A very funny novel that gets darker and goes deeper as it progresses.

Farce teeters toward tragedy in this novel about an Irish author who long ago enjoyed a critical and popular breakthrough with an international best-seller. He has since sold his services to the highest Hollywood bidder while indulging his voracious appetites without moral compunction. Then he finds himself at the juncture of unlikely coincidence—just as he learns that he is in serious American tax trouble, he receives an extraordinarily generous teaching fellowship in Britain, which he initially resists at least partly because the faculty also includes one of his ex-wives.

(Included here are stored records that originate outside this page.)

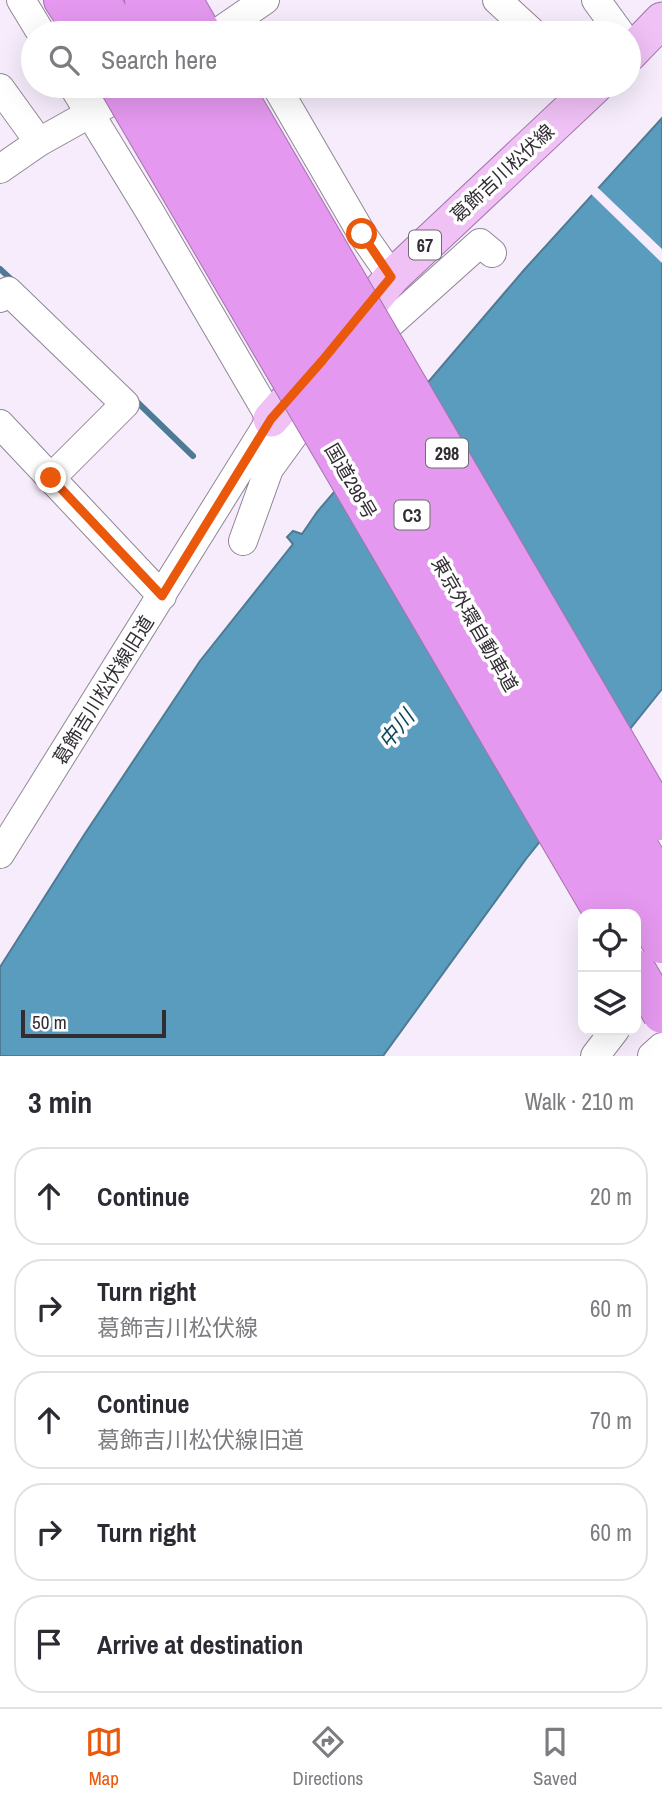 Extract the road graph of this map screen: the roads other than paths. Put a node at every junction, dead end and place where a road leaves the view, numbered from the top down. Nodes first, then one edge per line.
1 (21, 0) edge
2 (63, 0) edge
3 (99, 0) edge
4 (110, 0) edge
5 (144, 0) edge
6 (183, 0) edge
7 (265, 0) edge
8 (497, 0) edge
9 (596, 0) edge
10 (662, 20) edge
11 (34, 21) edge
12 (77, 21) edge
13 (114, 21) edge
14 (123, 21) edge
15 (156, 21) edge
16 (195, 21) edge
17 (233, 21) edge
18 (520, 21) edge
19 (611, 21) edge
20 (641, 36) edge
21 (0, 88) edge
22 (80, 98) edge
23 (116, 98) edge
24 (126, 98) edge
25 (176, 98) edge
26 (176, 98) edge
27 (240, 98) edge
28 (283, 98) edge
29 (580, 98) edge
30 (90, 115) junction
31 (39, 142) junction
32 (0, 169) edge
33 (492, 253) dead end
34 (391, 277) junction
35 (0, 298) edge
36 (339, 356) junction
37 (271, 419) junction
38 (0, 424) edge
39 (51, 478) junction
40 (243, 541) dead end
41 (162, 596) junction
42 (662, 821) edge
43 (0, 854) edge
44 (662, 886) edge
45 (601, 909) edge
46 (662, 944) edge
47 (638, 972) edge
48 (662, 976) edge
49 (641, 1000) edge
50 (662, 1014) edge
51 (611, 1035) edge
52 (662, 1047) edge
53 (595, 1056) edge
54 (652, 1056) edge

1 - 11 street
2 - 12 highway
3 - 13 highway
4 - 14 highway
5 - 15 highway
6 - 16 highway
7 - 17 street
8 - 18 street
9 - 19 street
10 - 20 main road
21 - 31 street
22 - 30 street
23 - 30 street
24 - 45 highway, 国道298号, bridge
25 - 44 highway, 東京外環自動車道 / C3, bridge
26 - 46 highway, 東京外環自動車道 / C3, bridge
27 - 42 highway, 298, bridge
28 - 34 street
29 - 34 main road, 葛飾吉川松伏線 / 67
30 - 31 street
30 - 37 street
31 - 32 street
33 - 36 street
34 - 36 main road, 葛飾吉川松伏線 / 67
35 - 39 street
36 - 37 main road, 葛飾吉川松伏線 / 67
36 - 40 street
37 - 41 street, 葛飾吉川松伏線旧道
38 - 39 street
39 - 41 street
41 - 43 street, 葛飾吉川松伏線旧道
47 - 50 highway, bridge
48 - 49 street
51 - 53 street
52 - 54 street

Protagonist Kennedy Marr is a familiar character, a literary scoundrel who retains his charm; even he acknowledges, in a serious turn, that “he was the most awful, dread cliché: the middle-aged novelist trying to come to terms with his own mortality.” Where it initially seems that Niven (The Second Coming, 2012, etc.) might not have much to offer beyond some hearty laughter (there’s an episode about multitasking with pornography, and ruining another laptop in the process, that is particularly slapstick), the novel turns into an argument about just what a novel—and a life—should be. “The purpose of art is to delight. Not to enlighten. Not to teach,” Kennedy insists, before he develops into a character who proves teachable, if not enlightened. He recognizes that he hasn’t been much of a father to his teenage daughter or son to his dying mother, that at least one of his marriages might have enriched his life if he’d taken it more seriously, and that he has squandered most of life on “another set of sensations to throw in the face of the abyss.” His escapades with an actress, a student and whoever else is handy lead unexpectedly to a climax that is deliriously ambitious and richly satisfying.

Literary satire finds redemption as a character ruled by his genitals discovers he has a heart.